I’m talking metaphorically, of course. It still runs parallel to the river in a mostly east-west direction with a slight decline to the south where the Big Blue swings toward its confluence with the Kaw River. To my right the crest drops down into a broad valley where Juganine Creek is born. Trees and thickets furze the ravines but the summit is grassy with pale limestone outcrops showing through like bleached bones. The ridge has changed little but my perception of it has undergone a metamorphosis, brought about by a surprising twist to what should have been a routine meeting on tourism.

Bob Cole, director of the Pottawatomie County Economic Development Corporation, was the guest speaker, and his topic was on the recently released study entitled “Experiential Tourism Strategy for the Kansas Flint Hills.” It falls in line with Marci Penner’s “explorer tourism” approach with the addition of a more unpronounceable adjective. I’m not sure what Mr. Cole said during the meeting because I was busy staring at a map that came with the handouts.

It showed eastern Kansas from Salina to Lawrence and Nebraska to Oklahoma, with the center portion heavily shaded in green. The lighter green depicted the heart of the Flint Hills, bounded roughly by the Kansas River in the north and the open prairies below El Dorado in the south. What interested me most was the darker shading, which extended from the Oklahoma border almost to the Nebraska line.
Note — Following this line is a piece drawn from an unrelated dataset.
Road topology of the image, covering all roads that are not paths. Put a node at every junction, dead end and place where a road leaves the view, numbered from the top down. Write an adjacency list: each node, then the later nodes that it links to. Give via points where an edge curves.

Look on a state map and you’ll find it color-coded to the eleven distinct geologic areas, such as the high plains in the west, the Cherokee lowlands in the extreme southeast, or the narrow finger of the Chautauqua Hills near Independence. The glaciated region covers the upper northeast section of the state, and is represented by gently rounded hills carved from the polar ice sheets that once covered them. This is where Blue Rapids lies.
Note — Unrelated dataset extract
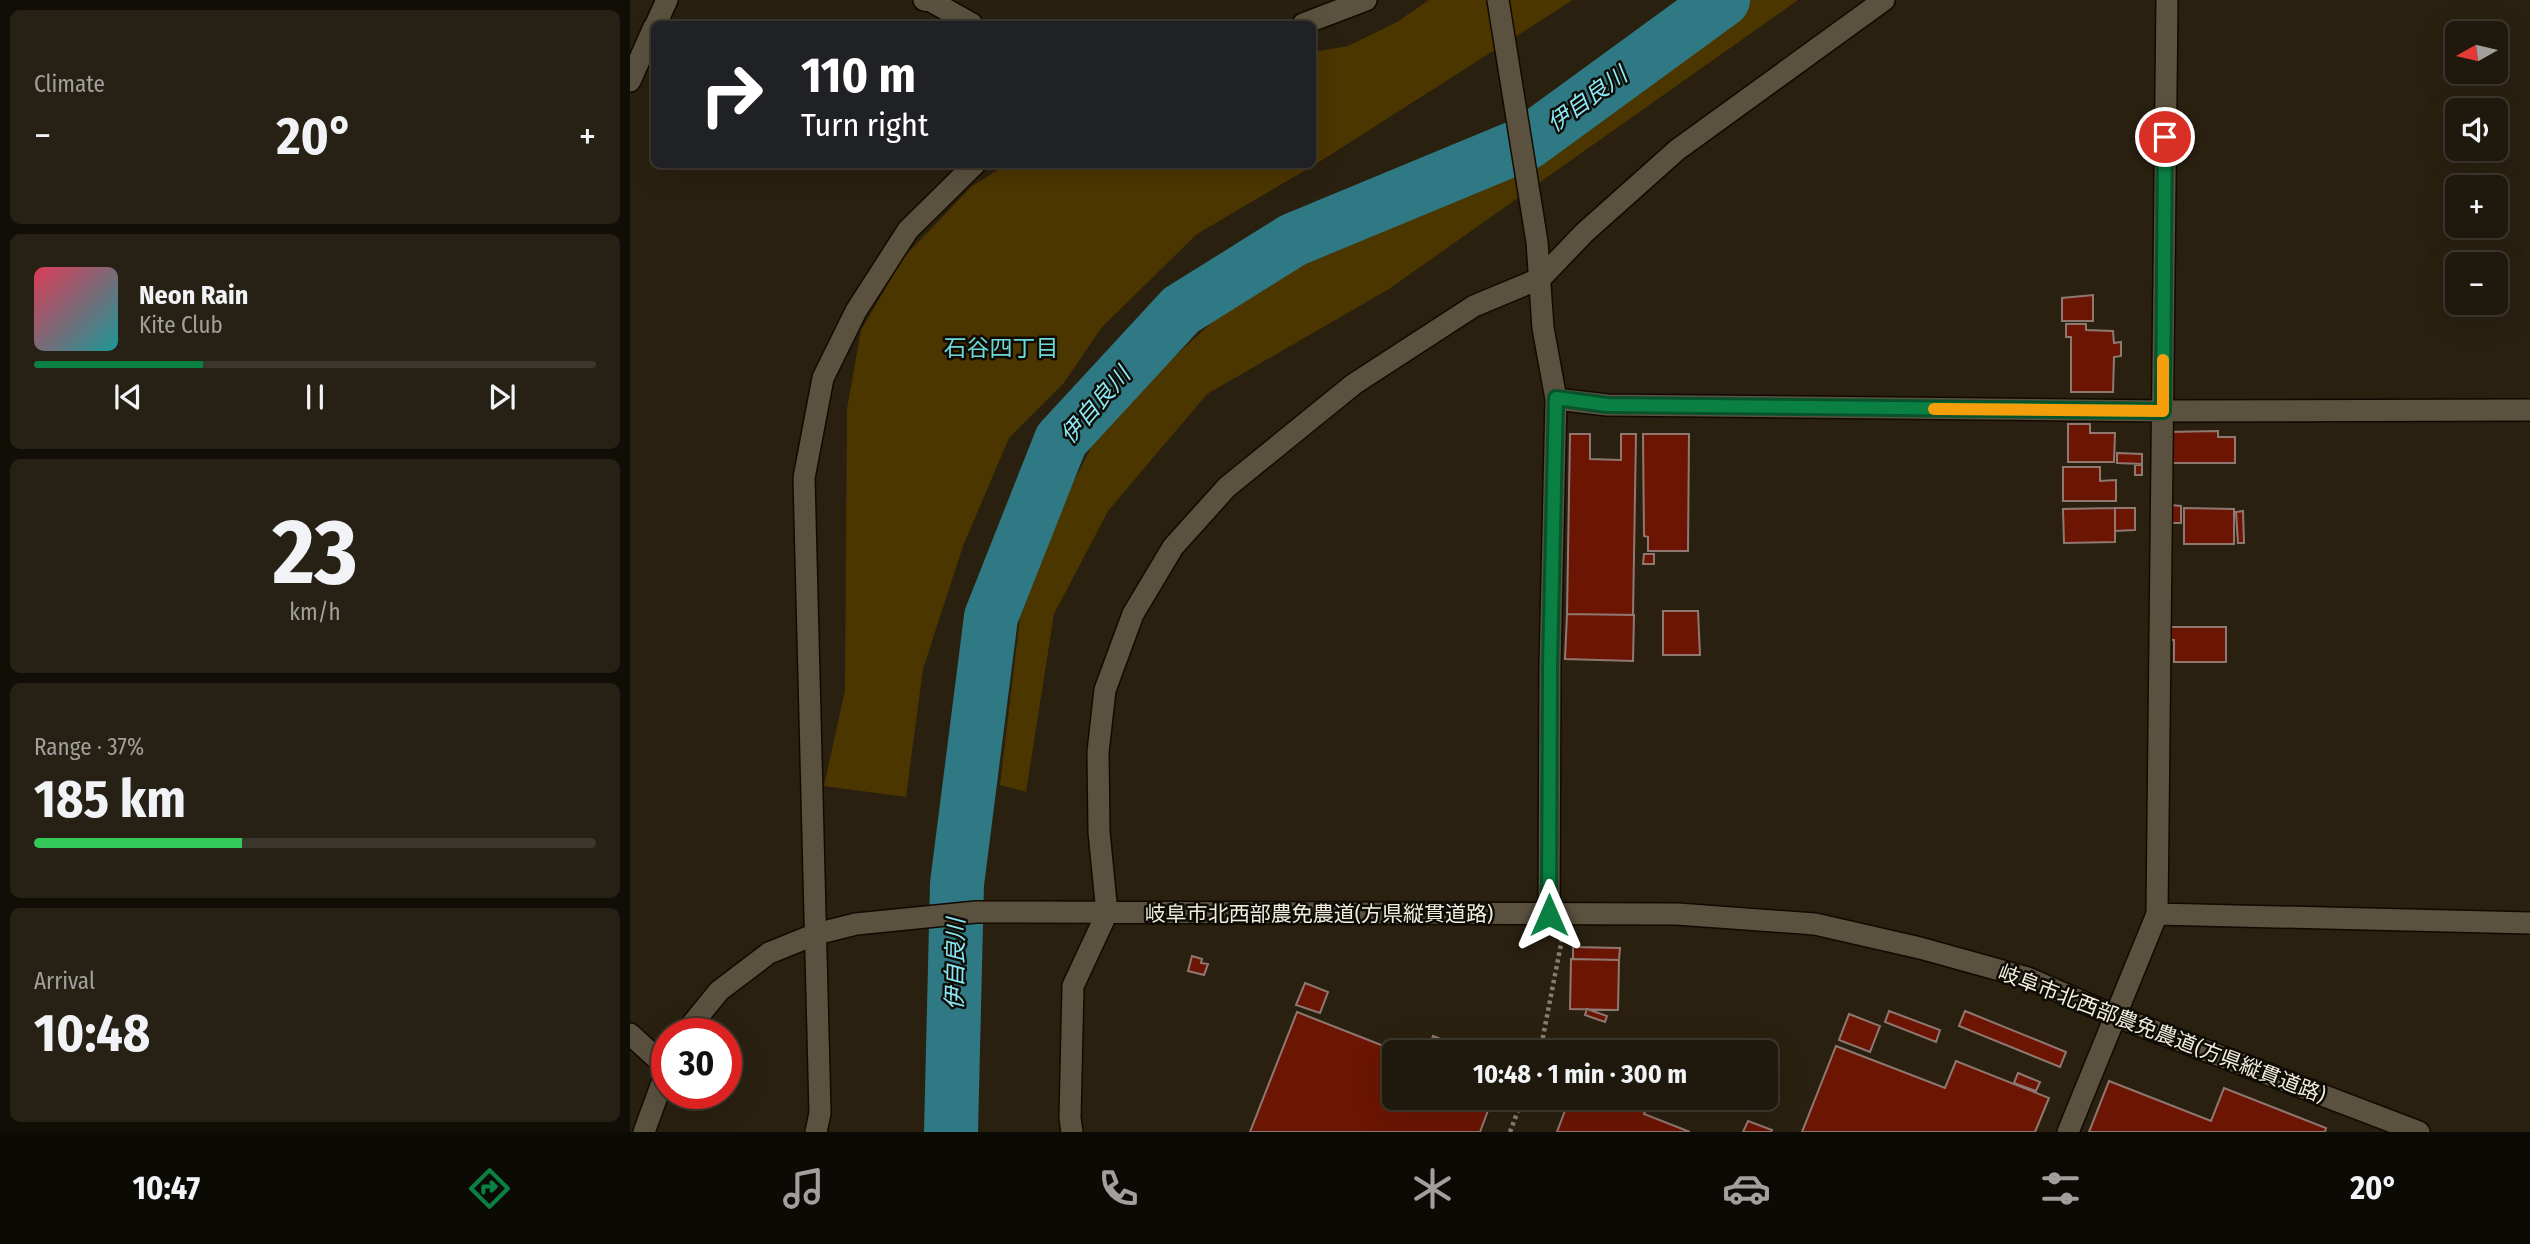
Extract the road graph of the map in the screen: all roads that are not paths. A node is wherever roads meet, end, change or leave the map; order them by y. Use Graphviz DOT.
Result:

So I’d always been told. For years I’d been blissfully ignorant of this and thought this place to be along the northern fringe of the Flint Hills, a region encompassing the last remaining expanse of tallgrass prairie in America. The Flint Hills carries with it a sort of romance, a magical quality that sets it apart; the glaciated region does not. When I was apprised of my error I became nearly inconsolate and have secretly resented the exclusion ever since.

But the new map, published by the Kansas Geological Survey, boosted the Flint Hills ecoregion nearly to the junction of the Little and Big Blue rivers. Beyond that point are large tracts of nearly pristine tallgrass prairie. Below it are the Flint Hills proper—and the southern half of Blue Rapids.
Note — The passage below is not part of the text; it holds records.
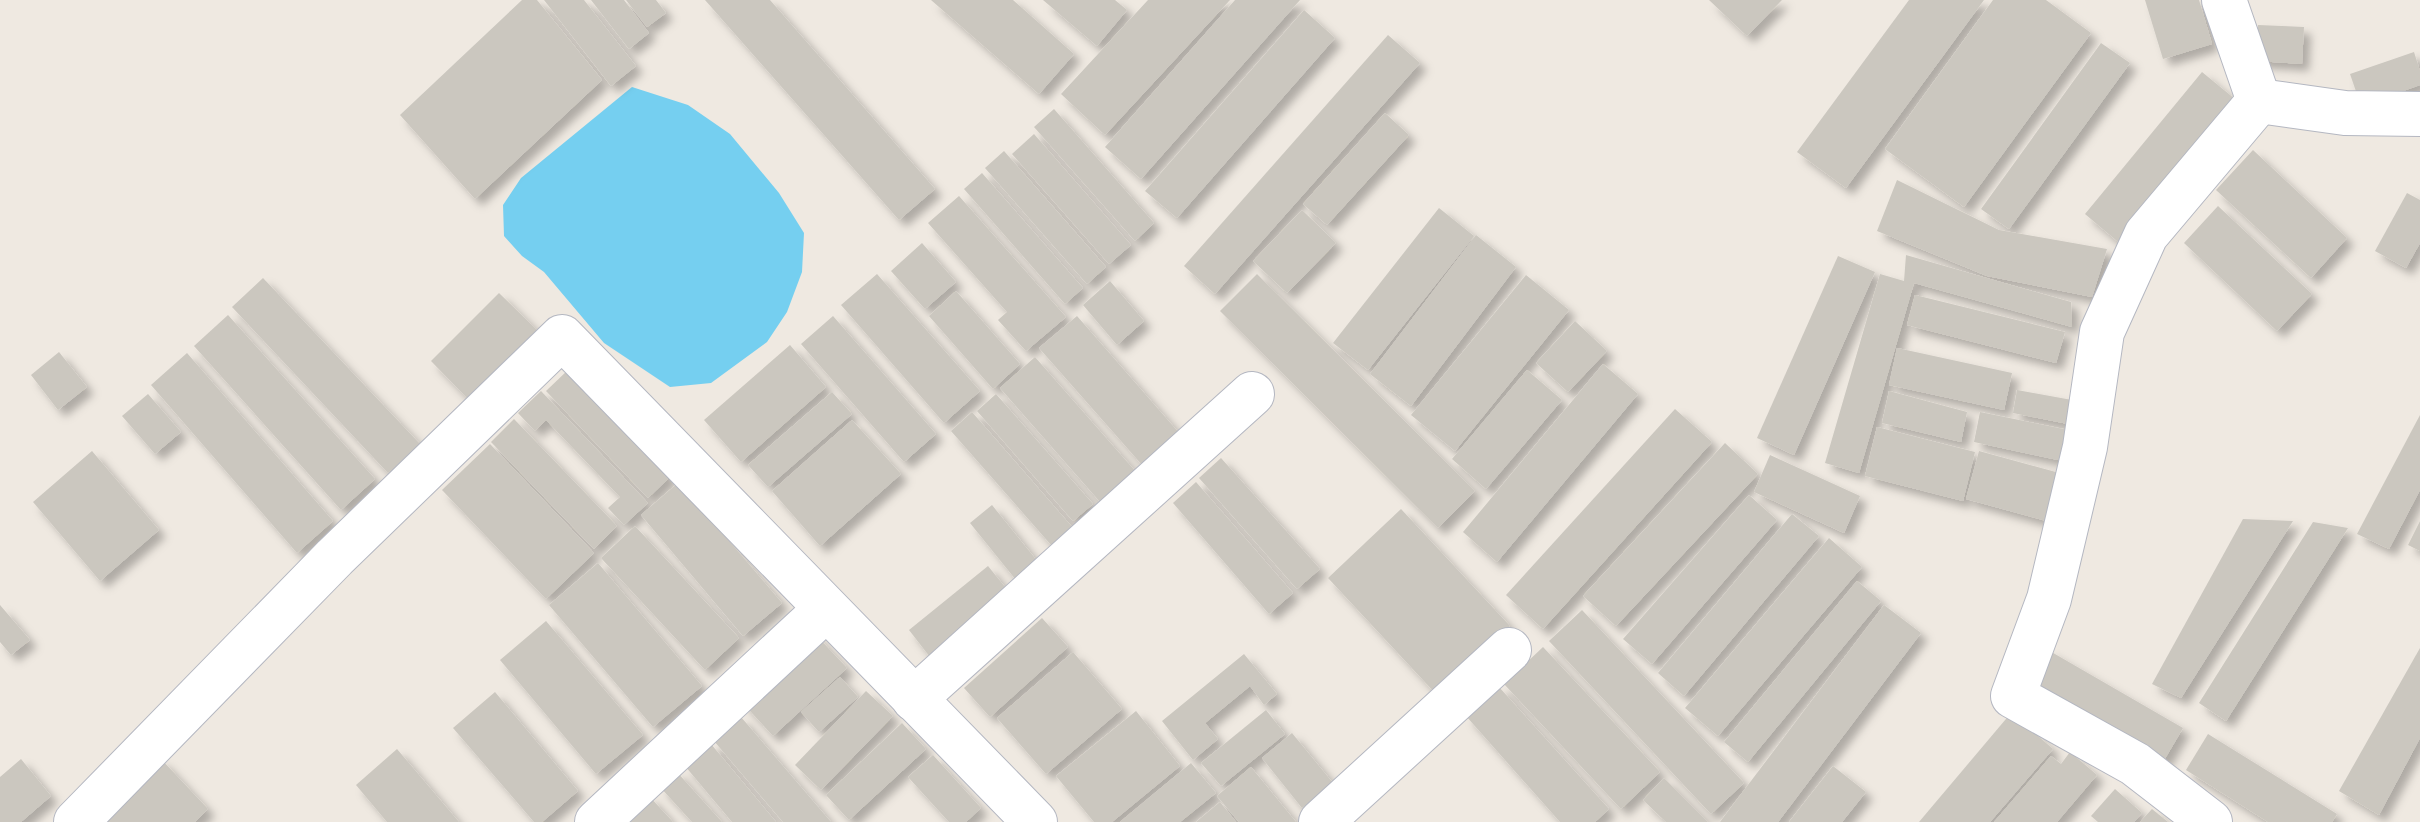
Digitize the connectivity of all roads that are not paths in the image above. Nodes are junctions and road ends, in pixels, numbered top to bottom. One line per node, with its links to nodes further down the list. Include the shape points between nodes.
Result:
1 (2224, 0): 2 (street)
2 (2259, 101): 3 (street, via 2345,113); 12 (street, via 2146,235 2102,332 2085,447 2049,599 2013,696 2135,764)
3 (2420, 114)
4 (1252, 394): 7 (street)
5 (826, 609): 7 (street); 8 (street, via 562,337 335,557); 9 (street)
6 (1509, 650): 11 (street)
7 (914, 699): 10 (street)
8 (76, 822)
9 (597, 822)
10 (1035, 822)
11 (1321, 822)
12 (2210, 822)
Once Mr. Cole relinquished the podium and the group split up into work sessions, my wife and I bowed out. I could barely sit still and needed to get home. The night was starless with cloudcover, the ridge invisible, but the very air seemed changed. I couldn’t say how, only that it was, and my place in it, too.

And now, a day later, perhaps the birds sense it, too. They sing with the lust of springtime and pull me out, so that I grab a chair, a book and a cup of coffee and sit for a spell while watching my steak. My eyes are continually pulled to the ridge, but this is only natural. Our eyes are naturally drawn to high places. I trace the gullies and thickets and recall my steps in days past, and imagine the view of our little town nestled in a bend in the river.

An almost delirious joy suffuses me. I feel vindicated somehow. And once dinner is finished and the dishes washed and put away, I step outside one last time into an evening gone soft and dark. A thin reddish streak marks the horizon, and the first stars are popping out. The church bells intone a hymn and fall silent.

As I stand there, a familiar whistling sound comes to me, and I look up to see a ragged flock of goldeneyes winging their way south. They pass over the house and the fields and the railroad tracks and lift to clear the ridge and vanish into the gloom, dragging the sound of their wings with them, and in their wake night descends on these, oh yes, these Flint Hills.